Receiving and demodulating tones with further spectral separation will result in even larger phase differences from the complex warping effect as, for a given misalignment between the timing of the sampling process used to build the analog signal from its digital representation at the transceiver and the timing of the sampling process to convert the received signal from its analog form to its digital representation at the receiver, the phase difference is proportional to the frequency spacing between the carriers (see Figure B2). This permits further refinement to the measurement of the relative timing of the received signal, improving the precision of the timing measurement. The CPE may now transmit back the complex warp information to the BS when requested. The CPE is also asked to transmit a set of reference carriers on the upstream. The BS, upon reception and measurement of the signal, can then establish its own received complex warp and determine the time of arrival of this signal relative to its own sampling time.
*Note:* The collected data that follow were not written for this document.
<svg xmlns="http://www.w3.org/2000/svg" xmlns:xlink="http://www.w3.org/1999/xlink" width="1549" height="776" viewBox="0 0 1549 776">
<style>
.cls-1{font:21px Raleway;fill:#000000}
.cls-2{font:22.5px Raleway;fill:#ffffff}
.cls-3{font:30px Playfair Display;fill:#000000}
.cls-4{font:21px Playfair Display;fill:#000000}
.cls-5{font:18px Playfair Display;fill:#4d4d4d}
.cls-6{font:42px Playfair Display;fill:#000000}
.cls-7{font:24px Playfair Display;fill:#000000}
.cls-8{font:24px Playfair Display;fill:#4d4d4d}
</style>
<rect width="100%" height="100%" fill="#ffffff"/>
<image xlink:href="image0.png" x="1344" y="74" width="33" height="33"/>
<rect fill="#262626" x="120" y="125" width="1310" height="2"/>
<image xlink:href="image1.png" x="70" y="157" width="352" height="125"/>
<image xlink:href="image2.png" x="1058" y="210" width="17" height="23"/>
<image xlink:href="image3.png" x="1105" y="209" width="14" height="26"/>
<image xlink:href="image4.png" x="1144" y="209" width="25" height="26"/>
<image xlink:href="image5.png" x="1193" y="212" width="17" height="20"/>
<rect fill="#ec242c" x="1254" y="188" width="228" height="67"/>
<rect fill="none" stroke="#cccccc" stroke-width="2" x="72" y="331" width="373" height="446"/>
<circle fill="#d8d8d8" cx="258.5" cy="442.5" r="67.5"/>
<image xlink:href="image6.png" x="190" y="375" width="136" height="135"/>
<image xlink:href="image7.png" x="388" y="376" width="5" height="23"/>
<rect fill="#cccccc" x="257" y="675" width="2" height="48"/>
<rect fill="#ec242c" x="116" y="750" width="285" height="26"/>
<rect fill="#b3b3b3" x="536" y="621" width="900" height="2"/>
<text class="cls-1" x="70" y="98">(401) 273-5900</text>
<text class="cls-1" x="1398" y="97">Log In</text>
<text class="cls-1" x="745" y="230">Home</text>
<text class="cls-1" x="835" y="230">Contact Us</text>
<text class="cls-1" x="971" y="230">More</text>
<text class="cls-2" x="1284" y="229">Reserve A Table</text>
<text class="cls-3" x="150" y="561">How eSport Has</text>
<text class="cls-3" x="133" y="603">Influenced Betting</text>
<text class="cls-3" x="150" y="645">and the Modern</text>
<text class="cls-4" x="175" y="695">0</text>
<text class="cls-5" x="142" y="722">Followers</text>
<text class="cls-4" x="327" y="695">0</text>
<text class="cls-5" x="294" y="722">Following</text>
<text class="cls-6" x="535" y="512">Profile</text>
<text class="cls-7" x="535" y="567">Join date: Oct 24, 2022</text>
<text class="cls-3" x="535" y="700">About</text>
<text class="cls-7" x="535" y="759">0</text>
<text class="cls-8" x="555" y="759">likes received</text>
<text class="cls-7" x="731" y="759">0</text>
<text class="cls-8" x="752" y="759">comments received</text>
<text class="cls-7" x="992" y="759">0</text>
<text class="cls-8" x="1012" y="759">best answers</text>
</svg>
The total back and forth flight time can then be determined with high accuracy based on the number of sampling periods lapsed since the transmission of the signal less the number of sampling periods that took the CPE to respond (assuming that the size of the sampling period at both ends is exactly the same, i.e., the terminals are in frequency lock), and corrected by the delays of arrival at both transceivers relative to their respective sampling times from both sets of complex warp information, i.e., that recovered by the receiver in the CPE and that recovered by the receiver in the BS. The reason why flight time may now be computed precisely is because, although the CPE has no knowledge of when the BS transmitted its original signal, the BS does have this information. Since the flight time is the sum of the time from the BS to the CPE and then the response from the CPE to the BS, the resulting uncertainty in this implementation example is half that depicted in Table B1 or approximately 1 meter for a 6 MHz channel bandwidth and QAM-64 demodulation phase resolution. Note that the time at which the CPE sends its reference upstream burst is known by the BS since it is the BS that determines this time in the upstream map.
When N multiple carriers are used, an equation of N unknowns may be solved. One of these unknowns is the receiver sampling time misalignment that is represented by a linear slope in the frequency domain while channel multipath echos will cause nutations around this slope. Therefore, in theory, N ideally positioned carriers should allow for the resolution of N-1 echo paths in such a multipath environment.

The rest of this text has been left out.